[Collected data entries]
-----

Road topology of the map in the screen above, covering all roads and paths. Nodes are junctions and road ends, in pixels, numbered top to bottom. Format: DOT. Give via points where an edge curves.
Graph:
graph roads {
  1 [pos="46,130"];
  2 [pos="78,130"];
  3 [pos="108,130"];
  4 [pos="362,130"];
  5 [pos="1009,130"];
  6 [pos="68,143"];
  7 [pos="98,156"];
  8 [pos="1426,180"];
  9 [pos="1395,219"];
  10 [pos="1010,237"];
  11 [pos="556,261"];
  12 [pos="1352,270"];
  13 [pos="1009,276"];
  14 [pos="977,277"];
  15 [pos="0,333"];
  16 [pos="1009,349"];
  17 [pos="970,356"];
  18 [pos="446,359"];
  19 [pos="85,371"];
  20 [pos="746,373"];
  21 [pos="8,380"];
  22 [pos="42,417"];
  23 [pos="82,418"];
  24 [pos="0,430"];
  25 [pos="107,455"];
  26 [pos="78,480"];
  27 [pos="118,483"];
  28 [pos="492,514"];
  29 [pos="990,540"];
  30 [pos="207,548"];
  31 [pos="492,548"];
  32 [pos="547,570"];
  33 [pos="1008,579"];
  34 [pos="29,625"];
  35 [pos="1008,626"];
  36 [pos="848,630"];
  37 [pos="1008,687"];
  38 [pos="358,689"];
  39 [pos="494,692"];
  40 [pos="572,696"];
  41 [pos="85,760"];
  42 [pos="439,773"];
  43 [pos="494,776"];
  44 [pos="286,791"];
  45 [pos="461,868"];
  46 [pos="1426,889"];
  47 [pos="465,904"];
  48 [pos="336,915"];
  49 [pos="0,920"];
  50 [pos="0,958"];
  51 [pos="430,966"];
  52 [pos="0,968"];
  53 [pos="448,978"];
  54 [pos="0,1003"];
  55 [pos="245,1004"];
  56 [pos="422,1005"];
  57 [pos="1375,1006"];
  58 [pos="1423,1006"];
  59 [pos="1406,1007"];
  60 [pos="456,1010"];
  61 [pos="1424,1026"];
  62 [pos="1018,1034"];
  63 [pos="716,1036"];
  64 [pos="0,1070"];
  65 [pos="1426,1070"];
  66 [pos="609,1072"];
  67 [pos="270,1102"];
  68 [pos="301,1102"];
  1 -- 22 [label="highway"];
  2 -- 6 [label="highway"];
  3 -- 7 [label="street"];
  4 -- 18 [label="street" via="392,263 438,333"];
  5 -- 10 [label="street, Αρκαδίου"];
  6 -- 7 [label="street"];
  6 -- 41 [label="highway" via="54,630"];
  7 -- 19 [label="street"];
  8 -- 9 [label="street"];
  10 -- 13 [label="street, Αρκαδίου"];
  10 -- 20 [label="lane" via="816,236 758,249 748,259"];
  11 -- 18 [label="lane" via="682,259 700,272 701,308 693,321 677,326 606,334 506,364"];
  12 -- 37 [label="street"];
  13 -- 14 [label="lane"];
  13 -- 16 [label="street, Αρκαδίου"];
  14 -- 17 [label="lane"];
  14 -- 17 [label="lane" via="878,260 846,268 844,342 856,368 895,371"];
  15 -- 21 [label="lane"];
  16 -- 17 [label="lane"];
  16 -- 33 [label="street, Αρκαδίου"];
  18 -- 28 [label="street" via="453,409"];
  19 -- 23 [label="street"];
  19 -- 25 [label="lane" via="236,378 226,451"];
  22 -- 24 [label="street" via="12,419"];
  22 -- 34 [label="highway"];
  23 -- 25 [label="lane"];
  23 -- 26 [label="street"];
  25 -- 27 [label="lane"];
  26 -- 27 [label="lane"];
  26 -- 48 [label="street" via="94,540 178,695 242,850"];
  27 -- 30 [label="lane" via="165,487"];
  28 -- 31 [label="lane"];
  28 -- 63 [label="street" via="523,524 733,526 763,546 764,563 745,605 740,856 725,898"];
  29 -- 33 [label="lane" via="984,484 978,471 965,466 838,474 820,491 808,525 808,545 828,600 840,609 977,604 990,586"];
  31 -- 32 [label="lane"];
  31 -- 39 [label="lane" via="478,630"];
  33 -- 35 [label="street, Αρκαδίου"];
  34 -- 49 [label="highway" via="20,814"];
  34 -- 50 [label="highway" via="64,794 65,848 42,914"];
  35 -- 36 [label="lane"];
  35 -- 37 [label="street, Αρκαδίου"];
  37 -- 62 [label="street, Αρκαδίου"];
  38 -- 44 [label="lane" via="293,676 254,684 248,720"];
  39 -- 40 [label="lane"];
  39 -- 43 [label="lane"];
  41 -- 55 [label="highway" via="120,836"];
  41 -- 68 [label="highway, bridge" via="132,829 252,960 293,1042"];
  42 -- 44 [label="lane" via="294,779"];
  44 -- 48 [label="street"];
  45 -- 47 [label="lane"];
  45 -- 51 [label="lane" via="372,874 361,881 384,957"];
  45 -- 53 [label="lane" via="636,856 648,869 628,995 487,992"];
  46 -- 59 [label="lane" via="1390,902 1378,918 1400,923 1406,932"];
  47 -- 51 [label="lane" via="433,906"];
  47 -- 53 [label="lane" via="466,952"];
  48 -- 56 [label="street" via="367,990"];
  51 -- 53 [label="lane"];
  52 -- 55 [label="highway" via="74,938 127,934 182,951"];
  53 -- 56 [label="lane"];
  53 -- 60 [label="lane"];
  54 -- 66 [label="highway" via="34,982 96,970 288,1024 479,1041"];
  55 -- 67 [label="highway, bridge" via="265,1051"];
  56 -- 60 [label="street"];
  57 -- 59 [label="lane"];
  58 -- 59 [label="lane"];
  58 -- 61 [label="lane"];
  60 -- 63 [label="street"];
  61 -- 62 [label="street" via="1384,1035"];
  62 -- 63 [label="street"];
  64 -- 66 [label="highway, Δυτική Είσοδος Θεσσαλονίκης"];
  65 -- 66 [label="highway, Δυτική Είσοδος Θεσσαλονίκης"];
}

-----

Work instructions: Your response must repeat the entries above exactly, in full.

Task response:
Road topology of the map in the screen above, covering all roads and paths. Nodes are junctions and road ends, in pixels, numbered top to bottom. Format: DOT. Give via points where an edge curves.
Graph:
graph roads {
  1 [pos="46,130"];
  2 [pos="78,130"];
  3 [pos="108,130"];
  4 [pos="362,130"];
  5 [pos="1009,130"];
  6 [pos="68,143"];
  7 [pos="98,156"];
  8 [pos="1426,180"];
  9 [pos="1395,219"];
  10 [pos="1010,237"];
  11 [pos="556,261"];
  12 [pos="1352,270"];
  13 [pos="1009,276"];
  14 [pos="977,277"];
  15 [pos="0,333"];
  16 [pos="1009,349"];
  17 [pos="970,356"];
  18 [pos="446,359"];
  19 [pos="85,371"];
  20 [pos="746,373"];
  21 [pos="8,380"];
  22 [pos="42,417"];
  23 [pos="82,418"];
  24 [pos="0,430"];
  25 [pos="107,455"];
  26 [pos="78,480"];
  27 [pos="118,483"];
  28 [pos="492,514"];
  29 [pos="990,540"];
  30 [pos="207,548"];
  31 [pos="492,548"];
  32 [pos="547,570"];
  33 [pos="1008,579"];
  34 [pos="29,625"];
  35 [pos="1008,626"];
  36 [pos="848,630"];
  37 [pos="1008,687"];
  38 [pos="358,689"];
  39 [pos="494,692"];
  40 [pos="572,696"];
  41 [pos="85,760"];
  42 [pos="439,773"];
  43 [pos="494,776"];
  44 [pos="286,791"];
  45 [pos="461,868"];
  46 [pos="1426,889"];
  47 [pos="465,904"];
  48 [pos="336,915"];
  49 [pos="0,920"];
  50 [pos="0,958"];
  51 [pos="430,966"];
  52 [pos="0,968"];
  53 [pos="448,978"];
  54 [pos="0,1003"];
  55 [pos="245,1004"];
  56 [pos="422,1005"];
  57 [pos="1375,1006"];
  58 [pos="1423,1006"];
  59 [pos="1406,1007"];
  60 [pos="456,1010"];
  61 [pos="1424,1026"];
  62 [pos="1018,1034"];
  63 [pos="716,1036"];
  64 [pos="0,1070"];
  65 [pos="1426,1070"];
  66 [pos="609,1072"];
  67 [pos="270,1102"];
  68 [pos="301,1102"];
  1 -- 22 [label="highway"];
  2 -- 6 [label="highway"];
  3 -- 7 [label="street"];
  4 -- 18 [label="street" via="392,263 438,333"];
  5 -- 10 [label="street, Αρκαδίου"];
  6 -- 7 [label="street"];
  6 -- 41 [label="highway" via="54,630"];
  7 -- 19 [label="street"];
  8 -- 9 [label="street"];
  10 -- 13 [label="street, Αρκαδίου"];
  10 -- 20 [label="lane" via="816,236 758,249 748,259"];
  11 -- 18 [label="lane" via="682,259 700,272 701,308 693,321 677,326 606,334 506,364"];
  12 -- 37 [label="street"];
  13 -- 14 [label="lane"];
  13 -- 16 [label="street, Αρκαδίου"];
  14 -- 17 [label="lane"];
  14 -- 17 [label="lane" via="878,260 846,268 844,342 856,368 895,371"];
  15 -- 21 [label="lane"];
  16 -- 17 [label="lane"];
  16 -- 33 [label="street, Αρκαδίου"];
  18 -- 28 [label="street" via="453,409"];
  19 -- 23 [label="street"];
  19 -- 25 [label="lane" via="236,378 226,451"];
  22 -- 24 [label="street" via="12,419"];
  22 -- 34 [label="highway"];
  23 -- 25 [label="lane"];
  23 -- 26 [label="street"];
  25 -- 27 [label="lane"];
  26 -- 27 [label="lane"];
  26 -- 48 [label="street" via="94,540 178,695 242,850"];
  27 -- 30 [label="lane" via="165,487"];
  28 -- 31 [label="lane"];
  28 -- 63 [label="street" via="523,524 733,526 763,546 764,563 745,605 740,856 725,898"];
  29 -- 33 [label="lane" via="984,484 978,471 965,466 838,474 820,491 808,525 808,545 828,600 840,609 977,604 990,586"];
  31 -- 32 [label="lane"];
  31 -- 39 [label="lane" via="478,630"];
  33 -- 35 [label="street, Αρκαδίου"];
  34 -- 49 [label="highway" via="20,814"];
  34 -- 50 [label="highway" via="64,794 65,848 42,914"];
  35 -- 36 [label="lane"];
  35 -- 37 [label="street, Αρκαδίου"];
  37 -- 62 [label="street, Αρκαδίου"];
  38 -- 44 [label="lane" via="293,676 254,684 248,720"];
  39 -- 40 [label="lane"];
  39 -- 43 [label="lane"];
  41 -- 55 [label="highway" via="120,836"];
  41 -- 68 [label="highway, bridge" via="132,829 252,960 293,1042"];
  42 -- 44 [label="lane" via="294,779"];
  44 -- 48 [label="street"];
  45 -- 47 [label="lane"];
  45 -- 51 [label="lane" via="372,874 361,881 384,957"];
  45 -- 53 [label="lane" via="636,856 648,869 628,995 487,992"];
  46 -- 59 [label="lane" via="1390,902 1378,918 1400,923 1406,932"];
  47 -- 51 [label="lane" via="433,906"];
  47 -- 53 [label="lane" via="466,952"];
  48 -- 56 [label="street" via="367,990"];
  51 -- 53 [label="lane"];
  52 -- 55 [label="highway" via="74,938 127,934 182,951"];
  53 -- 56 [label="lane"];
  53 -- 60 [label="lane"];
  54 -- 66 [label="highway" via="34,982 96,970 288,1024 479,1041"];
  55 -- 67 [label="highway, bridge" via="265,1051"];
  56 -- 60 [label="street"];
  57 -- 59 [label="lane"];
  58 -- 59 [label="lane"];
  58 -- 61 [label="lane"];
  60 -- 63 [label="street"];
  61 -- 62 [label="street" via="1384,1035"];
  62 -- 63 [label="street"];
  64 -- 66 [label="highway, Δυτική Είσοδος Θεσσαλονίκης"];
  65 -- 66 [label="highway, Δυτική Είσοδος Θεσσαλονίκης"];
}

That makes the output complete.